WHAT NEEDS TO BE DONE: All lines in the entries below that hold "EBERHART" make up the answer.
-- EXCERPTED RECORDS follows --
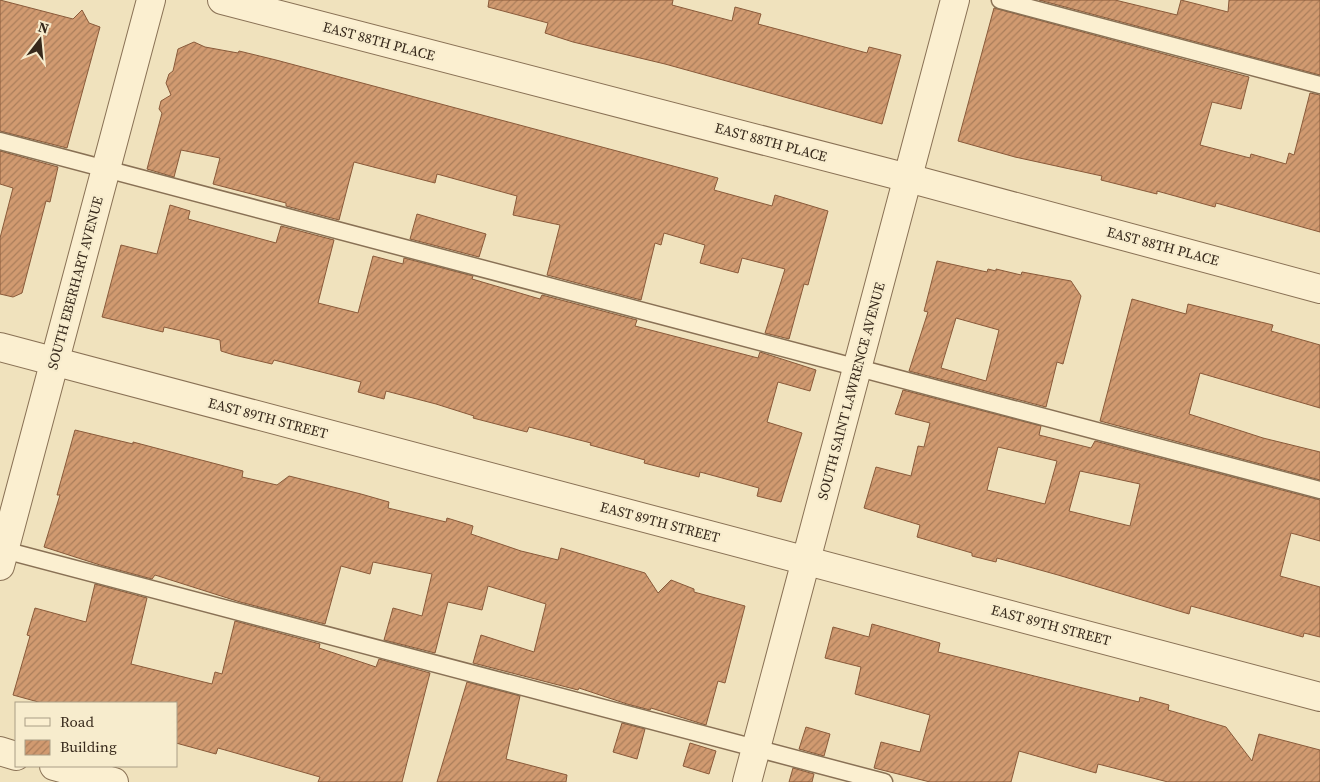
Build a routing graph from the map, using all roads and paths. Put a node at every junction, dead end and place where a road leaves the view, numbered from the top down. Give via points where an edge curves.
1 (151, 0) edge
2 (222, 0) edge
3 (955, 0) edge
4 (1000, 0) edge
5 (1320, 85) edge
6 (0, 141) edge
7 (106, 170) junction
8 (908, 178) junction
9 (1320, 289) edge
10 (0, 347) edge
11 (54, 361) junction
12 (857, 368) junction
13 (1320, 490) edge
14 (1, 555) edge
15 (806, 560) junction
16 (1320, 696) edge
17 (756, 748) junction
18 (0, 751) edge
19 (15, 756) edge
20 (58, 767) edge
21 (114, 782) edge
22 (748, 782) edge
23 (884, 782) edge

1 - 7 street, SOUTH EBERHART AVENUE
2 - 8 street, EAST 88TH PLACE
3 - 8 street, SOUTH SAINT LAWRENCE AVENUE
4 - 5 lane
6 - 7 lane
7 - 11 street, SOUTH EBERHART AVENUE
7 - 12 lane
8 - 9 street, EAST 88TH PLACE
8 - 12 street, SOUTH SAINT LAWRENCE AVENUE
10 - 11 street, EAST 89TH STREET
11 - 14 street, SOUTH EBERHART AVENUE
11 - 15 street, EAST 89TH STREET
12 - 13 lane
12 - 15 street, SOUTH SAINT LAWRENCE AVENUE
14 - 17 lane
15 - 16 street, EAST 89TH STREET
15 - 17 street, SOUTH SAINT LAWRENCE AVENUE
17 - 22 street, SOUTH SAINT LAWRENCE AVENUE
17 - 23 lane
18 - 19 street
20 - 21 street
-- EXCERPTED RECORDS concluded --
WRITTEN SOLUTION:
1 - 7 street, SOUTH EBERHART AVENUE
7 - 11 street, SOUTH EBERHART AVENUE
11 - 14 street, SOUTH EBERHART AVENUE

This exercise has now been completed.